45 Une dette prescrite ne se compense pas avec une autre dette contractée après la prescription acquise. Quæcumque enim per exceptionem perimi possunt, in compensationem non veniunt,

L. 14, D., De comp. (Dunod, p. 100; Pothier, des Obligat., no 606; Merlin, Rép., vo Compensation, § 2, no 9, Quest. de droit, vo Papier monnaie, § 4, et vo Dettes, § 6, no 2; M. Troplong, no 34).-Toutefois, il est évident que lorsque deux créances exigibles se sont compensées de plein droit, avant qu'elles fussent prescrites, une des parties ne peut, après la compensation opérée, opposer le moyen de prescription.
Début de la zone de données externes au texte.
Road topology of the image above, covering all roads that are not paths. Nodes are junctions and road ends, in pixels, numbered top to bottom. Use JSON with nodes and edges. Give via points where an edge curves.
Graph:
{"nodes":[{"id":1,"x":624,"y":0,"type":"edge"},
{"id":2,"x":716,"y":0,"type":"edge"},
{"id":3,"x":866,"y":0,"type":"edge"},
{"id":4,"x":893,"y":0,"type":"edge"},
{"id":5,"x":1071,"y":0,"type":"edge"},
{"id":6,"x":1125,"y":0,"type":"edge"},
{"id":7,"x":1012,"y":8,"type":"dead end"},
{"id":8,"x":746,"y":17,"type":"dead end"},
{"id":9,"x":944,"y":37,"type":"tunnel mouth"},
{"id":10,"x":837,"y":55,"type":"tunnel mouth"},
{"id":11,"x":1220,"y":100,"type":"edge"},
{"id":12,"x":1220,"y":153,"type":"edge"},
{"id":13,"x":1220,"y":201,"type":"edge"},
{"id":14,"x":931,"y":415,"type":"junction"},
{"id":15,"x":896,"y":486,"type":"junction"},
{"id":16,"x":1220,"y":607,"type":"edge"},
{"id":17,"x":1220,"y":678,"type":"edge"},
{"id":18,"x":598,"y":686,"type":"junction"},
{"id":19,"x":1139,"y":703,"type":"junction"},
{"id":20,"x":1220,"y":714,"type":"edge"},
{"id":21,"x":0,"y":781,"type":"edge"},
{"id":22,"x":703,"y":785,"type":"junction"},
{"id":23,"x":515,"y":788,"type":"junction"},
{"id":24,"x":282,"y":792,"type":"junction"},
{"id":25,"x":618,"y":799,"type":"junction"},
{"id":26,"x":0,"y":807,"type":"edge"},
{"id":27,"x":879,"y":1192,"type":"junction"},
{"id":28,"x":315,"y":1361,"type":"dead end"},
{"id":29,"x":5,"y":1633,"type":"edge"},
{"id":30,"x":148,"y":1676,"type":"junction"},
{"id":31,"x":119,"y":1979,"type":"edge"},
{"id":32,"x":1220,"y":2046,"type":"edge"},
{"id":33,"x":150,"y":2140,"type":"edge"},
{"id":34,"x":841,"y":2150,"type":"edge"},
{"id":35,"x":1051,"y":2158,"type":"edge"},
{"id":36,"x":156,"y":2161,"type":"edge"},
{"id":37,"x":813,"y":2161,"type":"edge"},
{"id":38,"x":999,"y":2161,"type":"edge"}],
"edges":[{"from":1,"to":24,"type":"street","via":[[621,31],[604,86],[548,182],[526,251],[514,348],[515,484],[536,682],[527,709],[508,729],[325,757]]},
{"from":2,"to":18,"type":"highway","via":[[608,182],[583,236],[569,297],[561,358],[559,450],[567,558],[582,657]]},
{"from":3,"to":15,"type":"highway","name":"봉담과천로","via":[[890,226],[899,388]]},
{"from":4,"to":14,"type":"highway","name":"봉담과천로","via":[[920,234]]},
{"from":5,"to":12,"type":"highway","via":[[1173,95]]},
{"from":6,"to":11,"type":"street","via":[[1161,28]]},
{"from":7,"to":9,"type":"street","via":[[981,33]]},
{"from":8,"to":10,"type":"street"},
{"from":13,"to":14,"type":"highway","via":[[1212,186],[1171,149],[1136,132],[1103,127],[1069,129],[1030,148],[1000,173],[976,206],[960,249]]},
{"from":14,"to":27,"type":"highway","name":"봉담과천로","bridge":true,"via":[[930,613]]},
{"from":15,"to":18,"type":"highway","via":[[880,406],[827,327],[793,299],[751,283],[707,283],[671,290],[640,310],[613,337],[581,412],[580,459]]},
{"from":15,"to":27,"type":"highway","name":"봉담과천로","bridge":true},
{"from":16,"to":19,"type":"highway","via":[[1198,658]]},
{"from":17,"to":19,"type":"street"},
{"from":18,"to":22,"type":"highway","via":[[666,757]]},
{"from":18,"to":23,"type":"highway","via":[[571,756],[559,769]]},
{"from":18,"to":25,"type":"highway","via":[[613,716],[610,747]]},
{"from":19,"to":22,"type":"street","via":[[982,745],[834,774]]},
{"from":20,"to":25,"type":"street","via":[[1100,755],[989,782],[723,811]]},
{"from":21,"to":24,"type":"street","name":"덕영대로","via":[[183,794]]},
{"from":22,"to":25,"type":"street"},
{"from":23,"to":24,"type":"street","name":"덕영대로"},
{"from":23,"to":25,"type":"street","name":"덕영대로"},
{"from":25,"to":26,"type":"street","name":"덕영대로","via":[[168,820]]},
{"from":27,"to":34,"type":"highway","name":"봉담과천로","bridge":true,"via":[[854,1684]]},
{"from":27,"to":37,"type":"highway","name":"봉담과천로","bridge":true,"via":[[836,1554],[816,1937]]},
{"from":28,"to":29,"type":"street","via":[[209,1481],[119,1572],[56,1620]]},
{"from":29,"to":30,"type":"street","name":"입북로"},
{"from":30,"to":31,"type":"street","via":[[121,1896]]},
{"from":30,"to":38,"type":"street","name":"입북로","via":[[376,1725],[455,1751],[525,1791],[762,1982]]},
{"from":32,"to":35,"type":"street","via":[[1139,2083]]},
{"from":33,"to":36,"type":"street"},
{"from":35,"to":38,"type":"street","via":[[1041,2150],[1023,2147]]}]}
C'est ce qui a été jugé en matière d'enregistrement (Rej. 31 janv. 1855, aff. hér. d'Aligre. D. P. 55. 1. 120).

46. La prescription éteignant l'obligation, il semble d'abord impossible de faire renaître le contrat par la novation (V. Dunod, part. 1, chap. 14). Mais de même que lorsque le débiteur renonce à opposer la prescription, le contrat subsiste, qui empêche les parties de s'entendre pour laisser vivre l'obligation primitive, et la remplacer ensuite par une nouvelle? (Conf. Merlin, vo Novation, § 3, et M. Troplong, no 34.)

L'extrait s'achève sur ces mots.